Definition
An activation function is a mathematical transformation applied to the output of a neuron — typically after the weighted sum of its inputs. Its job is to introduce non-linearity into the network. Without it, a deep stack of layers would collapse into a single linear transformation, capable only of modelling straight-line relationships. Activation functions are what give neural networks the power to approximate the complex, curved functions found in real data.
Why non-linearity matters
A neuron without an activation function computes a simple weighted sum. Chaining many such linear operations together still yields a linear operation overall — so no amount of depth would help. By inserting a non-linear function between layers, each layer can bend and reshape the representation, allowing the full network to learn intricate patterns such as the structure of language or images. This is the single mechanism that makes “deep” learning meaningful.
Common activation functions
- ReLU (Rectified Linear Unit) — outputs the input if positive, else zero
(
max(0, x)). Cheap, simple, and effective; the long-time default for deep networks. Its main weakness is “dead” neurons that get stuck outputting zero. - GELU (Gaussian Error Linear Unit) — a smooth, probabilistic variant of ReLU widely used in transformers such as BERT and GPT.
- SiLU / Swish —
x * sigmoid(x), another smooth alternative to ReLU that often improves training and is used in many modern models. - Softmax — converts a vector of raw scores into a probability distribution that sums to one. It is used in attention to produce weights and in the output layer for classification.

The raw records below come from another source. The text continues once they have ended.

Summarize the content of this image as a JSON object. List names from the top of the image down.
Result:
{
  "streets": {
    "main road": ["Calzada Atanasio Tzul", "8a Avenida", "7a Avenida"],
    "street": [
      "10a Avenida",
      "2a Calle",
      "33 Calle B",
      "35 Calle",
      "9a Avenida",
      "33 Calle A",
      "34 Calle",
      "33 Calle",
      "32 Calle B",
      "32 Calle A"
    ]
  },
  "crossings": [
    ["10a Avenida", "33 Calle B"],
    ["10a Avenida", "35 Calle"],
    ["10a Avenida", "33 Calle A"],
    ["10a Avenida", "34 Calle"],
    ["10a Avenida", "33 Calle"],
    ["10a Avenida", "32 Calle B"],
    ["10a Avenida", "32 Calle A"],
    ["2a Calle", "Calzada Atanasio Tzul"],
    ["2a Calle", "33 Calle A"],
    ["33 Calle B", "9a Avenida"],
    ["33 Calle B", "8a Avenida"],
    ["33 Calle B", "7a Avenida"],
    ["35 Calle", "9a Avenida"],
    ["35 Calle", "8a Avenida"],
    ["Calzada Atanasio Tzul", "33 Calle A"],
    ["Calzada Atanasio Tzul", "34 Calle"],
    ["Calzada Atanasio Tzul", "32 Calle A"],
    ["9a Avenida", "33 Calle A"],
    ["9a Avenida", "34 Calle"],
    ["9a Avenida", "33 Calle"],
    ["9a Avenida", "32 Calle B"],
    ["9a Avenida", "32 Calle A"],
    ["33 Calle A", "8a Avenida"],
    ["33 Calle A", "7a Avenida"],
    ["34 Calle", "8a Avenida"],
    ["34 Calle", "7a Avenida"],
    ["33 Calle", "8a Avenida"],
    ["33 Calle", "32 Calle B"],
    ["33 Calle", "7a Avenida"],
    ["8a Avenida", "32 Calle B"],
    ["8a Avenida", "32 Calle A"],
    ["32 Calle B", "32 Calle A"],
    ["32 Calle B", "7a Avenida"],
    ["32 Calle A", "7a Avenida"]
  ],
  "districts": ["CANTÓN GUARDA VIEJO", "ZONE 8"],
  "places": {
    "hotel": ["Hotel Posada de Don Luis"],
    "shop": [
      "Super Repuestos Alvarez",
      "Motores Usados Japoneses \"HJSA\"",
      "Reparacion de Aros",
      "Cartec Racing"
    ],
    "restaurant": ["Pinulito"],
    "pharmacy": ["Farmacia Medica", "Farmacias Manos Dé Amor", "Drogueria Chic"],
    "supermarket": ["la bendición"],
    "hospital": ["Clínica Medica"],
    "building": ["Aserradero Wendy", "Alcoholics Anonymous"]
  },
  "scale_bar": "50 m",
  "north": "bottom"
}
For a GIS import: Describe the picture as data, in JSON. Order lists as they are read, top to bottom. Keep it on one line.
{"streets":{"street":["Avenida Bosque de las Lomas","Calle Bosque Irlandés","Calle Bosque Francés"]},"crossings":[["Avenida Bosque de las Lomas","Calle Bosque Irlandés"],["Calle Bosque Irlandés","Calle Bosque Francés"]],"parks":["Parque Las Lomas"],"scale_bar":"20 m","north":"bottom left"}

How they fit into transformers
In a transformer, softmax turns attention scores into normalised weights, while the position-wise feed-forward network typically uses GELU or SiLU to add non-linear processing capacity between attention layers. The choice of activation is a small but real architectural decision that affects training stability and final quality.
Why it matters
Activation functions are deceptively small components with outsized impact. Choosing a well-behaved activation helps gradients flow during backpropagation, avoids vanishing or exploding signals, and ultimately determines whether a deep network trains at all. They are a foundational building block beneath every modern AI model.